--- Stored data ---
--

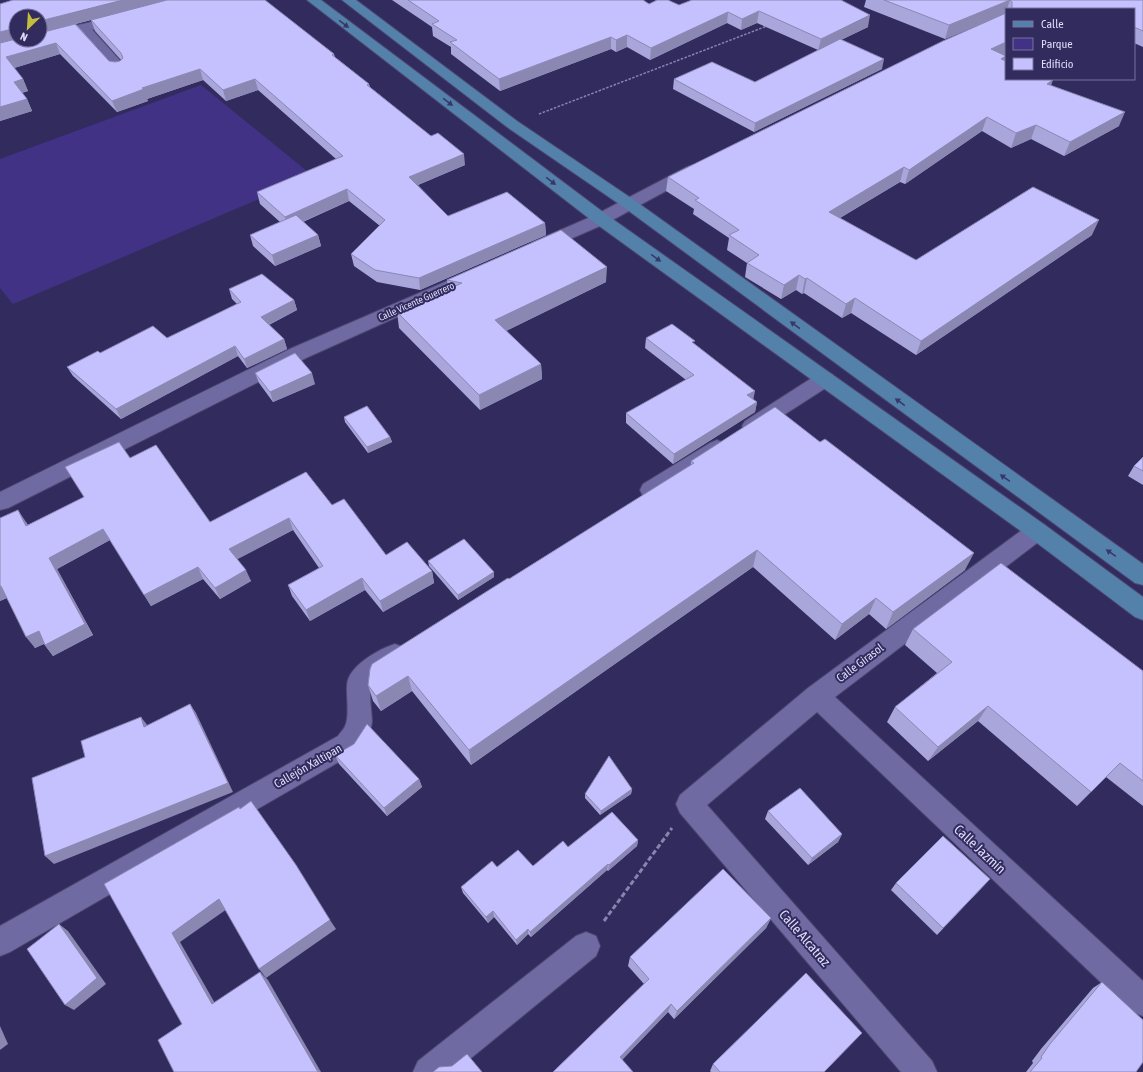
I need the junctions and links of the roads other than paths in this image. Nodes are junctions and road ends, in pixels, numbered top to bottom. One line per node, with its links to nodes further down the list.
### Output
1 (313, 0): 9 (main road, one-way to 9)
2 (348, 0): 8 (main road)
3 (137, 14): 4 (street)
4 (83, 28): 5 (street); 6 (street)
5 (48, 37)
6 (119, 68)
7 (706, 164): 8 (street)
8 (628, 203): 9 (street); 13 (main road, one-way to 8)
9 (601, 218): 10 (street); 12 (main road, one-way to 12)
10 (522, 254)
11 (493, 266): 15 (street, Calle Vicente Guerrero)
12 (825, 379): 14 (main road); 16 (street)
13 (954, 441): 14 (main road); 18 (main road, one-way to 13)
14 (932, 457): 17 (main road)
15 (0, 502)
16 (632, 502)
17 (1037, 531): 19 (main road); 21 (street, Calle Girasol)
18 (1143, 576)
19 (1143, 610)
20 (413, 642): 23 (street, Callejón Xaltipan)
21 (817, 696): 22 (street, Calle Girasol); 25 (street, Calle Jazmín)
22 (689, 804): 27 (street, Calle Alcatraz)
23 (0, 942)
24 (586, 946): 26 (street)
25 (1143, 1002)
26 (429, 1072)
27 (921, 1072)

--

Keep the pictures out of your copy, and repeat every entry above exactly.

--- Problem solution ---
I need the junctions and links of the roads other than paths in this image. Nodes are junctions and road ends, in pixels, numbered top to bottom. One line per node, with its links to nodes further down the list.
### Output
1 (313, 0): 9 (main road, one-way to 9)
2 (348, 0): 8 (main road)
3 (137, 14): 4 (street)
4 (83, 28): 5 (street); 6 (street)
5 (48, 37)
6 (119, 68)
7 (706, 164): 8 (street)
8 (628, 203): 9 (street); 13 (main road, one-way to 8)
9 (601, 218): 10 (street); 12 (main road, one-way to 12)
10 (522, 254)
11 (493, 266): 15 (street, Calle Vicente Guerrero)
12 (825, 379): 14 (main road); 16 (street)
13 (954, 441): 14 (main road); 18 (main road, one-way to 13)
14 (932, 457): 17 (main road)
15 (0, 502)
16 (632, 502)
17 (1037, 531): 19 (main road); 21 (street, Calle Girasol)
18 (1143, 576)
19 (1143, 610)
20 (413, 642): 23 (street, Callejón Xaltipan)
21 (817, 696): 22 (street, Calle Girasol); 25 (street, Calle Jazmín)
22 (689, 804): 27 (street, Calle Alcatraz)
23 (0, 942)
24 (586, 946): 26 (street)
25 (1143, 1002)
26 (429, 1072)
27 (921, 1072)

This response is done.